## Task to carry out
In the records below, find each line containing the word "street" and copy it.

[Records from a dataset]
====

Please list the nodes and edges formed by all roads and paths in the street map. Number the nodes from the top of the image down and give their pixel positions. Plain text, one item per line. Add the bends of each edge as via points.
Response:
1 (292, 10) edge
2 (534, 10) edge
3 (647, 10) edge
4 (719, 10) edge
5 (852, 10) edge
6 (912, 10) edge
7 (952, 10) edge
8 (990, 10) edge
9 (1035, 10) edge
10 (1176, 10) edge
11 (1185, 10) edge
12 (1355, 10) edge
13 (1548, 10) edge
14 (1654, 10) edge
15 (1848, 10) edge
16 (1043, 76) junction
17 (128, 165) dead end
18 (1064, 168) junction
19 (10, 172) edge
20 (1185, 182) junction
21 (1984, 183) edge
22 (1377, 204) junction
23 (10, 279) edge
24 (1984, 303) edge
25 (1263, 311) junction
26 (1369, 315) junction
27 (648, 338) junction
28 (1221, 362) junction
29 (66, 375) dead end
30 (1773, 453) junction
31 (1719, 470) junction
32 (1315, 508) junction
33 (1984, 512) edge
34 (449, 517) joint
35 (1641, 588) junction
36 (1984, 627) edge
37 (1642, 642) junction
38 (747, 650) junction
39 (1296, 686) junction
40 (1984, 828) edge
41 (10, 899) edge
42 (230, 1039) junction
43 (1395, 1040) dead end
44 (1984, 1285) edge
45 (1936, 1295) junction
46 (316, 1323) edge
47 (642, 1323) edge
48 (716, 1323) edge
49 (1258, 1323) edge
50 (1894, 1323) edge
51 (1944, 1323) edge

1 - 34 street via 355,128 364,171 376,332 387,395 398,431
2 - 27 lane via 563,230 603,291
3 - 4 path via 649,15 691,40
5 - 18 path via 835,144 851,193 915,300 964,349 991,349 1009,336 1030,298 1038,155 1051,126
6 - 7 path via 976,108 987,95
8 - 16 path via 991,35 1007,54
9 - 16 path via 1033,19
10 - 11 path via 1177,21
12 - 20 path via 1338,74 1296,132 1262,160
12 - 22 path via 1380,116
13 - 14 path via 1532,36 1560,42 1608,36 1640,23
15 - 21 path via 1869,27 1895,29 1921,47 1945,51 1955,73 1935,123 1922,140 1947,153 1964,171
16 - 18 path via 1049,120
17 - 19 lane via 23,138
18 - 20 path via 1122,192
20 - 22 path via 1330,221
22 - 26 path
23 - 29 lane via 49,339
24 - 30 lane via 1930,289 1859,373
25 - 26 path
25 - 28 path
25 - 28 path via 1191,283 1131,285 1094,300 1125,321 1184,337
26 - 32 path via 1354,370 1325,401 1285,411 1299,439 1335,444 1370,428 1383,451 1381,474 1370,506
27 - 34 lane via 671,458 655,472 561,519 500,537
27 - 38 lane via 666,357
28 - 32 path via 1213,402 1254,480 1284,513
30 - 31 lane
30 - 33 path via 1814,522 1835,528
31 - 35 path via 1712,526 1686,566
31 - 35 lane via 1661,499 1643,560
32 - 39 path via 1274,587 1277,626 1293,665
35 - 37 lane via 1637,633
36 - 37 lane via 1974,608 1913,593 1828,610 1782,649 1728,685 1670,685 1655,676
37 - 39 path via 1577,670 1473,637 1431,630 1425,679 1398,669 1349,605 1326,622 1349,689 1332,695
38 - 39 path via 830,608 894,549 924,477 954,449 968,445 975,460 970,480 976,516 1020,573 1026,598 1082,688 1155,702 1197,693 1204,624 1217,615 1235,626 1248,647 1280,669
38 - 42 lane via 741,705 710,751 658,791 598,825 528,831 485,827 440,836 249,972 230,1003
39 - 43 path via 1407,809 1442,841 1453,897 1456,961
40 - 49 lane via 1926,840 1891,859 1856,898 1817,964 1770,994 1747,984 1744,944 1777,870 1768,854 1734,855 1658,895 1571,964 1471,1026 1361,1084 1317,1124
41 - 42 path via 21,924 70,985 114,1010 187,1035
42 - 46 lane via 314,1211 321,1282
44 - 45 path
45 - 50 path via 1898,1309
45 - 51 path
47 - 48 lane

====

## Result for this task
Please list the nodes and edges formed by all roads and paths in the street map. Number the nodes from the top of the image down and give their pixel positions. Plain text, one item per line. Add the bends of each edge as via points.
1 - 34 street via 355,128 364,171 376,332 387,395 398,431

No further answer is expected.